È stata rilasciata una nuova versione di QBE, un backend universale per la creazione di compilatori.
Rispetto al più vicino analogo (LLVM), QBE si distingue per una base di codice molto più semplice, elevate velocità di esecuzione e di compilazione (QBE si compila dagli sorgenti in meno di un secondo su Core2Duo) e un API più amichevole per i programmatori, inclusa una lingua intermedia (IL) più semplice. Tuttavia, QBE non è progettato per la creazione di compilatori industriali con elevate esigenze di qualità del codice generato, ma è ben adatto per progetti hobby e prototipi.
È supportata la generazione di codice binario per le architetture x86_64, AArch64 e RISC-V (rv64). Tra i progetti che utilizzano QBE ci sono i compilatori del linguaggio C cproc, SCC, PACC, oltre ai compilatori dei linguaggi Hare e Antimony. QBE è anche utilizzato nel corso di sviluppo di compilatori presso l'istituto di programmazione dei sistemi dell'Accademia delle Scienze russa intitolato a V.P. Ivan'nikov.
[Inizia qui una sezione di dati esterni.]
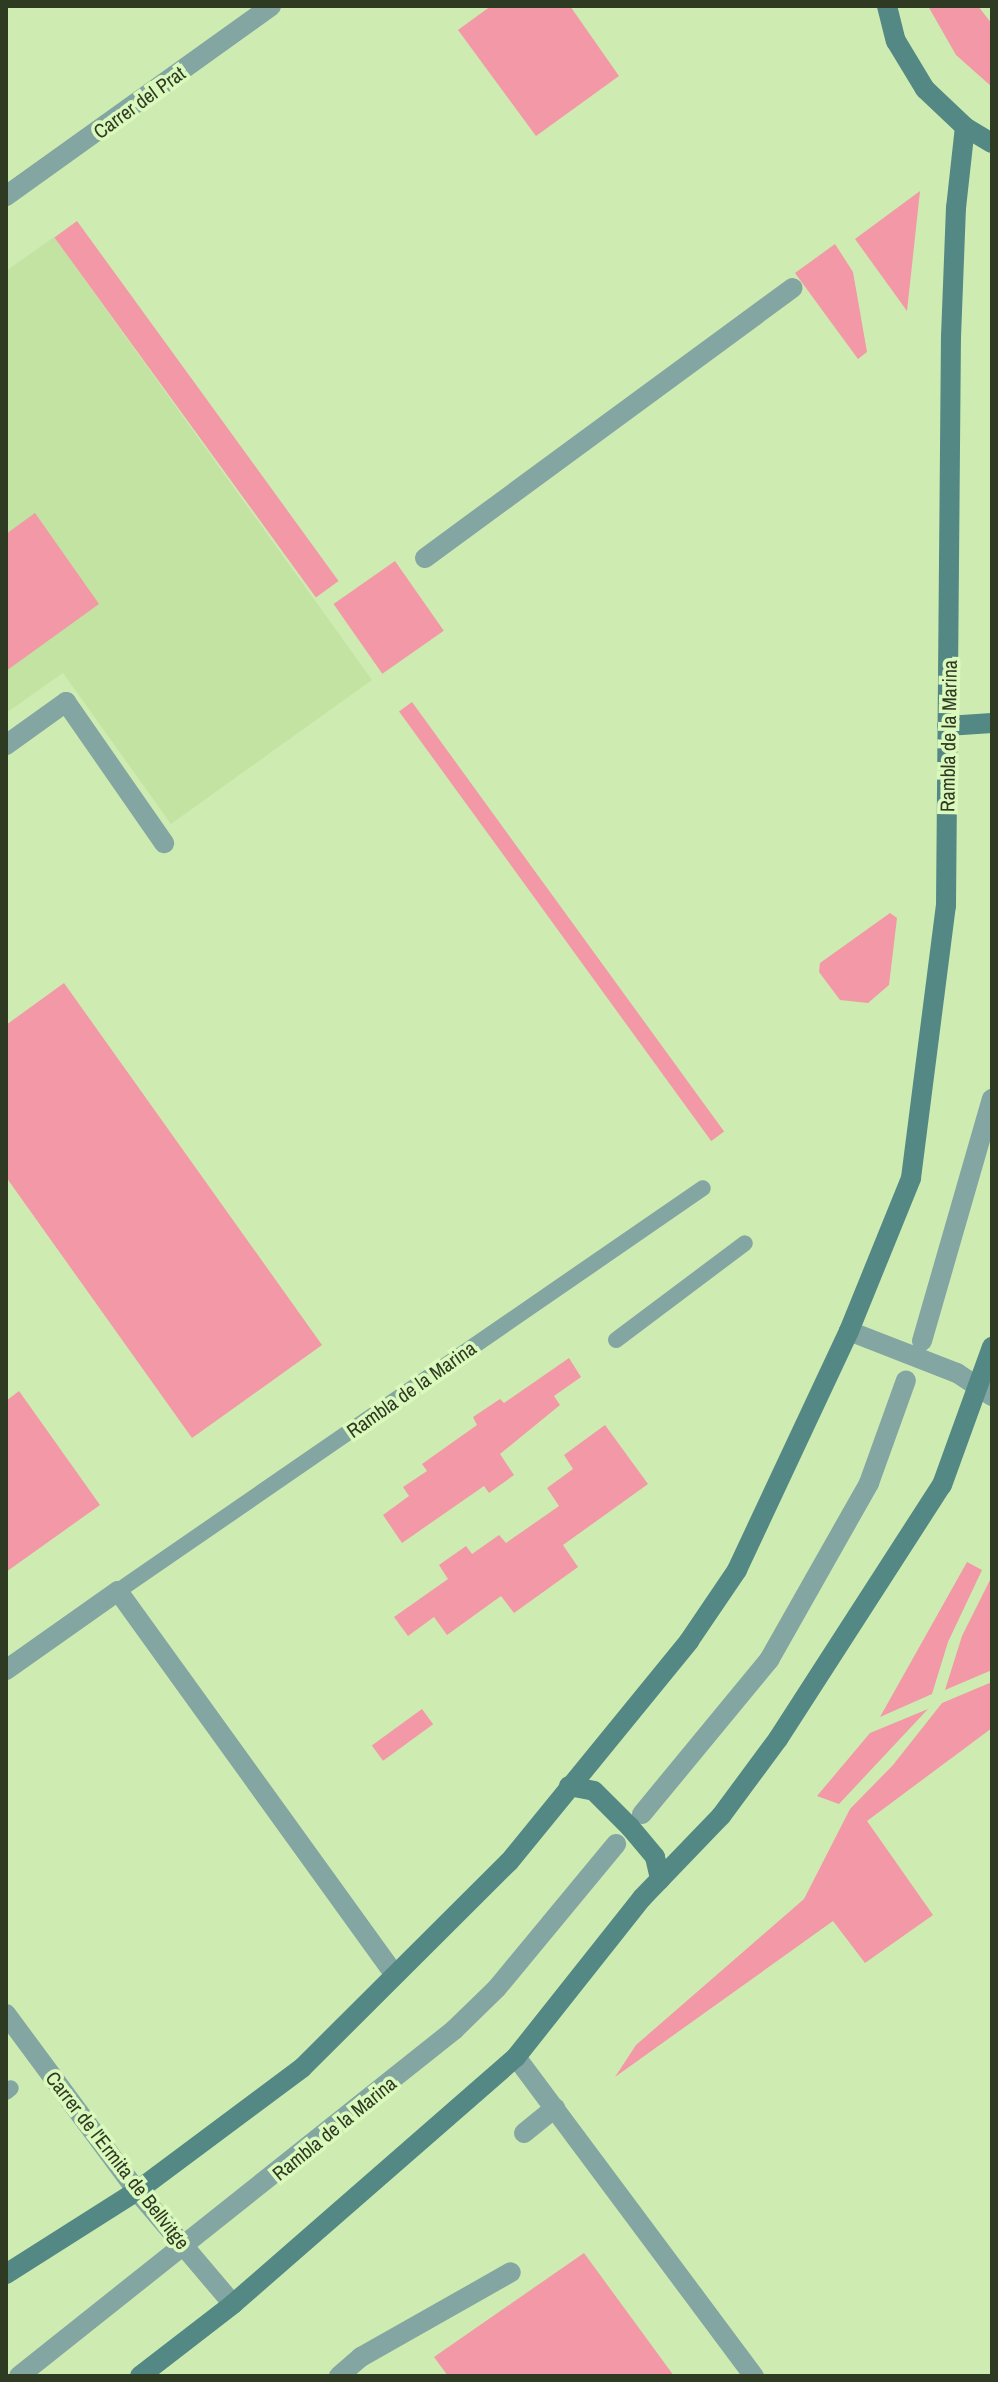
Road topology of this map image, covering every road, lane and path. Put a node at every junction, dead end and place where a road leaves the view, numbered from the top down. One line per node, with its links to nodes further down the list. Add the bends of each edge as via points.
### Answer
1 (271, 6): 5 (street, Carrer del Prat)
2 (887, 6): 3 (street, via 896,41 925,89)
3 (965, 127): 4 (street); 9 (street, Rambla de la Marina, via 951,337)
4 (992, 143)
5 (6, 196)
6 (793, 288): 7 (street)
7 (425, 558)
8 (992, 723): 9 (street)
9 (947, 726): 15 (street, Rambla de la Marina, via 946,906 920,1123 911,1178)
10 (6, 745): 11 (street, via 66,702)
11 (164, 843)
12 (992, 1099): 17 (street)
13 (703, 1188): 21 (lane, Rambla de la Marina)
14 (745, 1243): 16 (lane)
15 (849, 1331): 20 (street, via 915,1354); 23 (street, Rambla de la Marina, via 737,1570 689,1641)
16 (616, 1340)
17 (922, 1341)
18 (992, 1347): 20 (street)
19 (906, 1380): 24 (street, via 869,1483 769,1660)
20 (984, 1391): 26 (street, via 942,1485 778,1739 721,1816)
21 (118, 1591): 22 (street); 27 (street)
22 (6, 1670)
23 (569, 1786): 26 (street, via 594,1791 630,1827 655,1857); 27 (street, Rambla de la Marina, via 509,1862)
24 (642, 1814)
25 (616, 1844): 33 (street, Rambla de la Marina, via 497,1988 454,2030)
26 (660, 1879): 29 (street)
27 (394, 1974): 32 (street, Rambla de la Marina, via 302,2068)
28 (6, 2014): 32 (street, Carrer de l'Ermita de Bellvitge)
29 (516, 2057): 30 (street); 36 (street)
30 (555, 2108): 31 (street); 40 (street)
31 (524, 2133)
32 (137, 2191): 33 (street, Carrer de l'Ermita de Bellvitge); 35 (street, Rambla de la Marina)
33 (186, 2248): 36 (street, Carrer de l'Ermita de Bellvitge); 37 (street, Rambla de la Marina)
34 (511, 2272): 39 (street, via 361,2357)
35 (6, 2274)
36 (233, 2304): 38 (street)
37 (19, 2376)
38 (140, 2376)
39 (339, 2376)
40 (754, 2376)

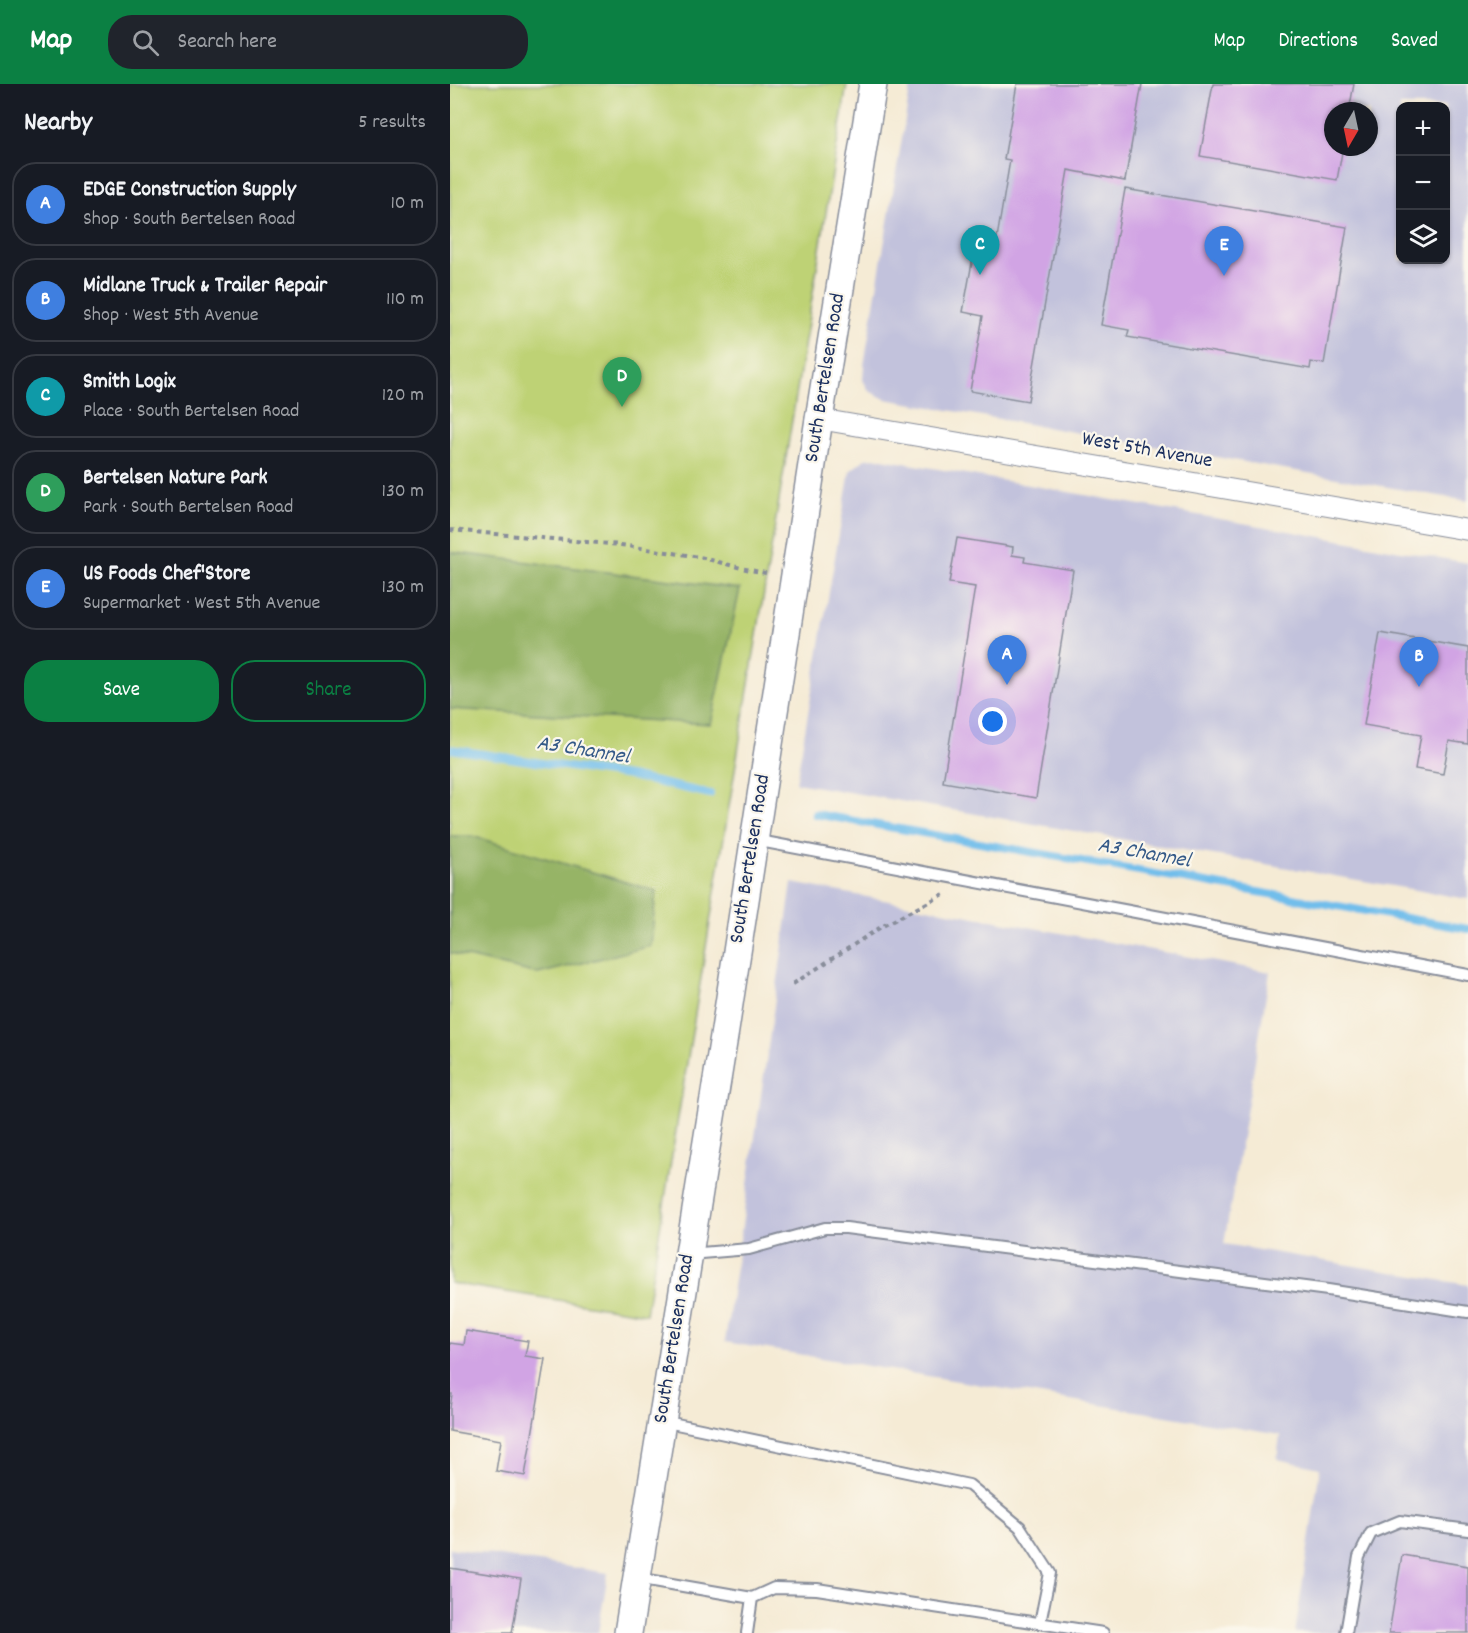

Tra le novità del nuovo rilascio:
- Supporto aggiunto per Windows ABI;
- Nuove ottimizzazioni che velocizzano il codice generato. In media, nei test, le prestazioni del codice generato da QBE sono circa il 63% delle prestazioni del codice generato da GCC;
- Migliorato il supporto per la generazione di PIE (codice indipendente dalla posizione).
Il codice è scritto in linguaggio C (C99) e distribuito con licenza MIT.